==== RECORDS PROVIDED
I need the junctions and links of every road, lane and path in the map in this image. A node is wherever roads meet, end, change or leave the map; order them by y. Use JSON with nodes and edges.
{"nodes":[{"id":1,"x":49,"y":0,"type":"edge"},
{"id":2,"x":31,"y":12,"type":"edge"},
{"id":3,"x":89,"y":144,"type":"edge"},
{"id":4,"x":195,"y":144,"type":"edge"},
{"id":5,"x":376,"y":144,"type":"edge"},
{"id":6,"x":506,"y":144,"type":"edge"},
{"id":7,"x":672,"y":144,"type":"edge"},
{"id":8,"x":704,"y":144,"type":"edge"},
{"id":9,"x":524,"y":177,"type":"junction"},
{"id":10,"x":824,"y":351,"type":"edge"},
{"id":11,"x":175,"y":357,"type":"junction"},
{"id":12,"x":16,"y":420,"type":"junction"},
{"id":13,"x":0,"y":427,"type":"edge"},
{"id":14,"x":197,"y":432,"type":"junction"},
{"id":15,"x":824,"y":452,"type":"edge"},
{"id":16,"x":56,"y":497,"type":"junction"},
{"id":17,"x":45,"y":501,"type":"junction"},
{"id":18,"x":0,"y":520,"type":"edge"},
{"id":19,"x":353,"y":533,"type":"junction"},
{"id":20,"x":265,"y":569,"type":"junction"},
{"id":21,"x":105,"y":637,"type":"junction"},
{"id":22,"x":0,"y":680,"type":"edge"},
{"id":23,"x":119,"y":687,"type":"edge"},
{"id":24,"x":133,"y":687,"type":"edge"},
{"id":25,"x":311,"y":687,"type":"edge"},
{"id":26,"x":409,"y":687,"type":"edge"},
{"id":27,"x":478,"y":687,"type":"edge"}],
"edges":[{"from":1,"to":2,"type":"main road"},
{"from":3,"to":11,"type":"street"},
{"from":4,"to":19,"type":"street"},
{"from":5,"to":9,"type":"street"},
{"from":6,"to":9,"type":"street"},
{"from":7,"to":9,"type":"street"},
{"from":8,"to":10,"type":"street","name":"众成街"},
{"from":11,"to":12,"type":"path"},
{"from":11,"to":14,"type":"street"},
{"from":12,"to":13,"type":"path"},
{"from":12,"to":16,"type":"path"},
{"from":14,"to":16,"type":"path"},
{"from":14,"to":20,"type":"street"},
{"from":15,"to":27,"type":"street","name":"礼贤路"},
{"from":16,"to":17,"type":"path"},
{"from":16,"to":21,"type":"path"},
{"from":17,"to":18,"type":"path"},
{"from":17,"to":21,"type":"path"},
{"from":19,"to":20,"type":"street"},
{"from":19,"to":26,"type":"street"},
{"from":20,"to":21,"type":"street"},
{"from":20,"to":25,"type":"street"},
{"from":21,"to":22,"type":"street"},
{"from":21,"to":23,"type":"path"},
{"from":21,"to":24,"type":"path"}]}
========
==== RECORDS PROVIDED
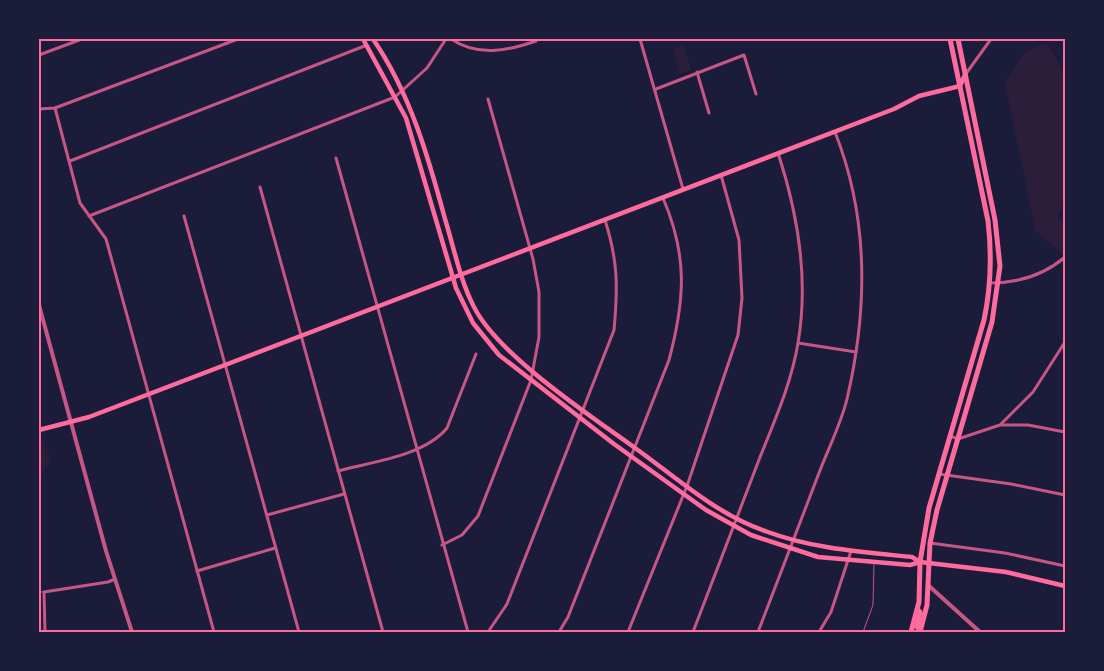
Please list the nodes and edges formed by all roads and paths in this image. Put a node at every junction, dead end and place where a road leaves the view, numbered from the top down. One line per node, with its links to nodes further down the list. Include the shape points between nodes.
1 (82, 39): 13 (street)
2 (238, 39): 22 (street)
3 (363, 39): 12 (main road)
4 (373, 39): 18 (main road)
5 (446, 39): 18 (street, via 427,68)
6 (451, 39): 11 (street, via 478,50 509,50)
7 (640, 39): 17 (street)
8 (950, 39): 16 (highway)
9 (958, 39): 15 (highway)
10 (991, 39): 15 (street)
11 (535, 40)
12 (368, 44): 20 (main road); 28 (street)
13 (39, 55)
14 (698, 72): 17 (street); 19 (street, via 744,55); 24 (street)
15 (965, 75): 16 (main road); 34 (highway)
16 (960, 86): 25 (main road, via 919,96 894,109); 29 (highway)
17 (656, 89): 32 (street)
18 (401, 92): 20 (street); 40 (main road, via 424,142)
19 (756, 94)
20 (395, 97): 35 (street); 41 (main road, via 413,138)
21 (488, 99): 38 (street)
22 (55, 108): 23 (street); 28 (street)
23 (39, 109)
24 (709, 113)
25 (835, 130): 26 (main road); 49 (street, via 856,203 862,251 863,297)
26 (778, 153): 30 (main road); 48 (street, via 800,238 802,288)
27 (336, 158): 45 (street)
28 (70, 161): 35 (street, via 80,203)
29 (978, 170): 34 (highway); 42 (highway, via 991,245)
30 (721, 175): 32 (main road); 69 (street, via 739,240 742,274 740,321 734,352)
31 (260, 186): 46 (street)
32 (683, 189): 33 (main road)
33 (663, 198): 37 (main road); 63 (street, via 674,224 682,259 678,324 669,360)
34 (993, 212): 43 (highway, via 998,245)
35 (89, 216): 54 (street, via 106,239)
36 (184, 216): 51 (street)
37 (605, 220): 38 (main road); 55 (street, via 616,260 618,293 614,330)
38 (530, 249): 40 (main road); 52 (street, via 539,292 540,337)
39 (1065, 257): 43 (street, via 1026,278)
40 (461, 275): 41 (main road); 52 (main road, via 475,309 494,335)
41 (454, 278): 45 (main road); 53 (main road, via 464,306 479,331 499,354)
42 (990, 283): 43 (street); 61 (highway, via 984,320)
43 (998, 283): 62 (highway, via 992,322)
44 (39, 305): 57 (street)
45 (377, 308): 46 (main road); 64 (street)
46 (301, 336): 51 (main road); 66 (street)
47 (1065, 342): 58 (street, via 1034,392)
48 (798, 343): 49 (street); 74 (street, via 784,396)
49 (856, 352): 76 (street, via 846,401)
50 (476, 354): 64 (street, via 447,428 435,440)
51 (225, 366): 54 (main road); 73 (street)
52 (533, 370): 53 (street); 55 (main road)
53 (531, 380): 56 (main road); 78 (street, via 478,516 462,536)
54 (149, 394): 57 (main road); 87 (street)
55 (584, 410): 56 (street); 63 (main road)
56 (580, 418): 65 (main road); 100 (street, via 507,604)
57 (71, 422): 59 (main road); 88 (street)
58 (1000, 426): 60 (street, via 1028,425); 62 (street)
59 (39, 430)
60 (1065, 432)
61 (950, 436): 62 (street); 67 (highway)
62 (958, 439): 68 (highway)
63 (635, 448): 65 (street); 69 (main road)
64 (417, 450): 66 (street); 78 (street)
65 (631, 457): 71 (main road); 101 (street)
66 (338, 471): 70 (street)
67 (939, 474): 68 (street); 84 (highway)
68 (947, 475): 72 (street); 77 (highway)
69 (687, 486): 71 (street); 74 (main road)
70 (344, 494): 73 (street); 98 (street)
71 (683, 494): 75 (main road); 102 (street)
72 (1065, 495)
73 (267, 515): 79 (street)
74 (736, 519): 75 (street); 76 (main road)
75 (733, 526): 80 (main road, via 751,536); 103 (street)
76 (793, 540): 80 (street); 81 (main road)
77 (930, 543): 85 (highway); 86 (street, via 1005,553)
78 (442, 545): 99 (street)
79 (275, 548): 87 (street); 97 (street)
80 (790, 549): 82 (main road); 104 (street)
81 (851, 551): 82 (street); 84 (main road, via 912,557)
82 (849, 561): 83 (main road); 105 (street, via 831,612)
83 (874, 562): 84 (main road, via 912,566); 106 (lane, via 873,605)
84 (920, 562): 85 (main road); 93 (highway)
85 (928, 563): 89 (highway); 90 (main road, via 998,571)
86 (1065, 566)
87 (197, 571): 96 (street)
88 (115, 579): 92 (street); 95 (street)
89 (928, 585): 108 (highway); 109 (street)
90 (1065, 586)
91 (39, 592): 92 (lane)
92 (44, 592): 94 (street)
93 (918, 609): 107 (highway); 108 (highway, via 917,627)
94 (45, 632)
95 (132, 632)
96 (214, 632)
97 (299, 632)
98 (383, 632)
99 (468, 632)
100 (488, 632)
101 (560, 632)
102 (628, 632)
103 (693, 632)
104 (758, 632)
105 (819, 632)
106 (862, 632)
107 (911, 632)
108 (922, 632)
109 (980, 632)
========
- _TASK INSTRUCTIONS_:
Among the lines above, find the ones containing "links" and copy them.

- _THE ANSWER_:
I need the junctions and links of every road, lane and path in the map in this image. A node is wherever roads meet, end, change or leave the map; order them by y. Use JSON with nodes and edges.
Please list the nodes and edges formed by all roads and paths in this image. Put a node at every junction, dead end and place where a road leaves the view, numbered from the top down. One line per node, with its links to nodes further down the list. Include the shape points between nodes.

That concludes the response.